§ **EXERCISE PROMPT**:
Your response must be made up of each line in the data below that contains the string "Centrumbaan".

§ **STORED DATA**:
- Opening Delimiter -

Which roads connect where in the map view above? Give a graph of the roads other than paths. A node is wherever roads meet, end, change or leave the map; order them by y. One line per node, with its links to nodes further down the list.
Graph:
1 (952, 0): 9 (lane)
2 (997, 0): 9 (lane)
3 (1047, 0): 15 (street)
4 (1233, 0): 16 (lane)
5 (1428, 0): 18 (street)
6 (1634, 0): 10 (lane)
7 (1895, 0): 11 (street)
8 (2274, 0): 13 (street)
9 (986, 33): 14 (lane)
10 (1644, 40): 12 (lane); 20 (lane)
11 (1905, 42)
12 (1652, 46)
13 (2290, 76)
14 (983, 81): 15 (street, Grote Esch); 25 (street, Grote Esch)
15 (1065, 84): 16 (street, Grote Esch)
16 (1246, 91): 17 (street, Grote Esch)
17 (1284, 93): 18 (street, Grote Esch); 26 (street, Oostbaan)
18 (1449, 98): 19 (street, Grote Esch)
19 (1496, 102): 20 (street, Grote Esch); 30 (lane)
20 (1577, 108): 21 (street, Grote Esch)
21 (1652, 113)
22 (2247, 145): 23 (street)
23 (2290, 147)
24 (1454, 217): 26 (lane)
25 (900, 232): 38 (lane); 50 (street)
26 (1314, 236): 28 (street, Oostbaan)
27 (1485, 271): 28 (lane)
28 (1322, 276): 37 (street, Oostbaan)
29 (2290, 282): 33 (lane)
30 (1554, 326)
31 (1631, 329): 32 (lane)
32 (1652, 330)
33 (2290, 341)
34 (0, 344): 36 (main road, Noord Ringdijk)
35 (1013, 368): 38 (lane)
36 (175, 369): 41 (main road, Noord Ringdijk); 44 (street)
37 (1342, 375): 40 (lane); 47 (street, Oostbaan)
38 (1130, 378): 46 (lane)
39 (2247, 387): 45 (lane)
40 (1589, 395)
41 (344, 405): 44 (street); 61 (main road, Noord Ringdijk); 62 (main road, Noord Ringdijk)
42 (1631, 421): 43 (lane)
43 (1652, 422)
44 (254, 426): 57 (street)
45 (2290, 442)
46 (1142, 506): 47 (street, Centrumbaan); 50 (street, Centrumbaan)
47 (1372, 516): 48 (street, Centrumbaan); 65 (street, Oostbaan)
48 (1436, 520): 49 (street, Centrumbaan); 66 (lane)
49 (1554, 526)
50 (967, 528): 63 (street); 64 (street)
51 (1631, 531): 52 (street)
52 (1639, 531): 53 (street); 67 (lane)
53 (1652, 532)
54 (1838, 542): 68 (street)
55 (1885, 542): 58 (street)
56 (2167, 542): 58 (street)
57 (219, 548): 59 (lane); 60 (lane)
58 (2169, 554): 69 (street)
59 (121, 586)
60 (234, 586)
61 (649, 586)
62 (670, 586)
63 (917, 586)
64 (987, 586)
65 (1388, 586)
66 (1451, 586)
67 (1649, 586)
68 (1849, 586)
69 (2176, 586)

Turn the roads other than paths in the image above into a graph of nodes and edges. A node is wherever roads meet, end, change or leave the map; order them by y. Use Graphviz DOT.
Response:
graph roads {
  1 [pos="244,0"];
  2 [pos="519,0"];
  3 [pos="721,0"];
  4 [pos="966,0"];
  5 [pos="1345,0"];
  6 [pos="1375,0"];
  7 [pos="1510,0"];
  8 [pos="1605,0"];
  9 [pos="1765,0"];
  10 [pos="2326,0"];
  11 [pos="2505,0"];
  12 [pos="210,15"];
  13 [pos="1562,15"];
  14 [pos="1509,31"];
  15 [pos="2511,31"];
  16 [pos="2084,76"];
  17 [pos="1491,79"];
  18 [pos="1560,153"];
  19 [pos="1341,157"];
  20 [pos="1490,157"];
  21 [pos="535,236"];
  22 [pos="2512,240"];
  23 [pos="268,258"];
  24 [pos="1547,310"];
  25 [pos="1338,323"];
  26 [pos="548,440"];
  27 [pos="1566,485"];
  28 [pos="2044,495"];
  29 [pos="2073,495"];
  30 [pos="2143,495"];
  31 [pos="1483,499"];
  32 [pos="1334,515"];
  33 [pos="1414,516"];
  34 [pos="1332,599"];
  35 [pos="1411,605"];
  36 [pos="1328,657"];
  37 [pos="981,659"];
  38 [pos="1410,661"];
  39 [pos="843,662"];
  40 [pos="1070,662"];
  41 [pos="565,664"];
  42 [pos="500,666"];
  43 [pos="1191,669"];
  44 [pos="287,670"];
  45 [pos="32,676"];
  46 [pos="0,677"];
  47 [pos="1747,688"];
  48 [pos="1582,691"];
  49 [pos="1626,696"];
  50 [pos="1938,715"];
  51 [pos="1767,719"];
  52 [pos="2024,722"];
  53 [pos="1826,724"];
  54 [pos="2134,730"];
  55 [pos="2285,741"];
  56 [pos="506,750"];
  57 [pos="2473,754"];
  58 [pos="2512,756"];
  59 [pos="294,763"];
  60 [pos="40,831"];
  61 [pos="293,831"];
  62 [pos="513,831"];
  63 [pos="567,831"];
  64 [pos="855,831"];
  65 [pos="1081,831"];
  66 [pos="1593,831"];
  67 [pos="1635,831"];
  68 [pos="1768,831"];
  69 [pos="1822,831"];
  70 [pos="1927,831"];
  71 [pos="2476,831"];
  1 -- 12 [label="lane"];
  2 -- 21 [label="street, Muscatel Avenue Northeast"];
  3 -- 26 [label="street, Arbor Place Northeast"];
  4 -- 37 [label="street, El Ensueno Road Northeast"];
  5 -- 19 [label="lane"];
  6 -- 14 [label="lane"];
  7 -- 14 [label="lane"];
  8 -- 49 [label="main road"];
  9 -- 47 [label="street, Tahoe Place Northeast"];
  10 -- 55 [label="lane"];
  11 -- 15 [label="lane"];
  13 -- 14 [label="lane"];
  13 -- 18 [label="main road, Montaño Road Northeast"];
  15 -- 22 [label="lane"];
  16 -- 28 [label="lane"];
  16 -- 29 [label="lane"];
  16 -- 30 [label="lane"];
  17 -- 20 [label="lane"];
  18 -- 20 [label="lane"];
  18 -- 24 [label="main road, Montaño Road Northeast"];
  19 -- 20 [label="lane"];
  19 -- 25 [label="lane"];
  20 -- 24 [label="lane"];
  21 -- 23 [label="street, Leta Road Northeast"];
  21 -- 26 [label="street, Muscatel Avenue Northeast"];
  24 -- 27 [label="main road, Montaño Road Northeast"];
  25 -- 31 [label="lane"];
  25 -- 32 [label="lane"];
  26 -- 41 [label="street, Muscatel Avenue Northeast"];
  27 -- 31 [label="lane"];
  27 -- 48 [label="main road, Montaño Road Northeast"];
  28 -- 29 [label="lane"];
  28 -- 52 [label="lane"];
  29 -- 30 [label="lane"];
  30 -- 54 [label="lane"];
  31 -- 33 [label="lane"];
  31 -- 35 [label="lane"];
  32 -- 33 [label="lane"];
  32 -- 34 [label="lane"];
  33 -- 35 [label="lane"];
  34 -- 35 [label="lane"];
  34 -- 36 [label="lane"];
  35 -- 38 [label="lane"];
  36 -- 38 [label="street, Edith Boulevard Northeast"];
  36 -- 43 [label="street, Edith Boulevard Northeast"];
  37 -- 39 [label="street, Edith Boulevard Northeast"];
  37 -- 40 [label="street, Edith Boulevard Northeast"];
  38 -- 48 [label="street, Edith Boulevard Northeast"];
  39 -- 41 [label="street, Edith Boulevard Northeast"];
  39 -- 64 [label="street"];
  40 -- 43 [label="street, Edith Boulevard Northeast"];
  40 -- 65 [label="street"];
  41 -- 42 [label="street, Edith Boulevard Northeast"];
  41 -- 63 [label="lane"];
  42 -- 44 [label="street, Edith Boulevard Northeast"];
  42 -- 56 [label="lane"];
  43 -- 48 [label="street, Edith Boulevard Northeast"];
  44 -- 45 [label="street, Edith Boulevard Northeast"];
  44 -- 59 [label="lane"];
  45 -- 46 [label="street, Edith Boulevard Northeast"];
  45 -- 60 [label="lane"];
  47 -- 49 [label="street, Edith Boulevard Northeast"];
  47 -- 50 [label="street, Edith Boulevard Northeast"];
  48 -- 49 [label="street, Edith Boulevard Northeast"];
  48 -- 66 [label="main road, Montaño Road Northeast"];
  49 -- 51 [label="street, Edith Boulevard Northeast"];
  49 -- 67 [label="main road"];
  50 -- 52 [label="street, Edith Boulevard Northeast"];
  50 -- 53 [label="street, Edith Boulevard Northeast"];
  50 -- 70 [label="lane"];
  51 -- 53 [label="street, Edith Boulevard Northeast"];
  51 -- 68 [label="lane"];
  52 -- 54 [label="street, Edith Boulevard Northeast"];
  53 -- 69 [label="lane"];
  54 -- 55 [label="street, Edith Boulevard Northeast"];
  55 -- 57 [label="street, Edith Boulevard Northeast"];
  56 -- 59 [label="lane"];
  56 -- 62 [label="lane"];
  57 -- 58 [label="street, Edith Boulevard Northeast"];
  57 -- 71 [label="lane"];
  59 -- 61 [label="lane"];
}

- Closing Delimiter -

§ **EXERCISE ANSWER**:
46 (1142, 506): 47 (street, Centrumbaan); 50 (street, Centrumbaan)
47 (1372, 516): 48 (street, Centrumbaan); 65 (street, Oostbaan)
48 (1436, 520): 49 (street, Centrumbaan); 66 (lane)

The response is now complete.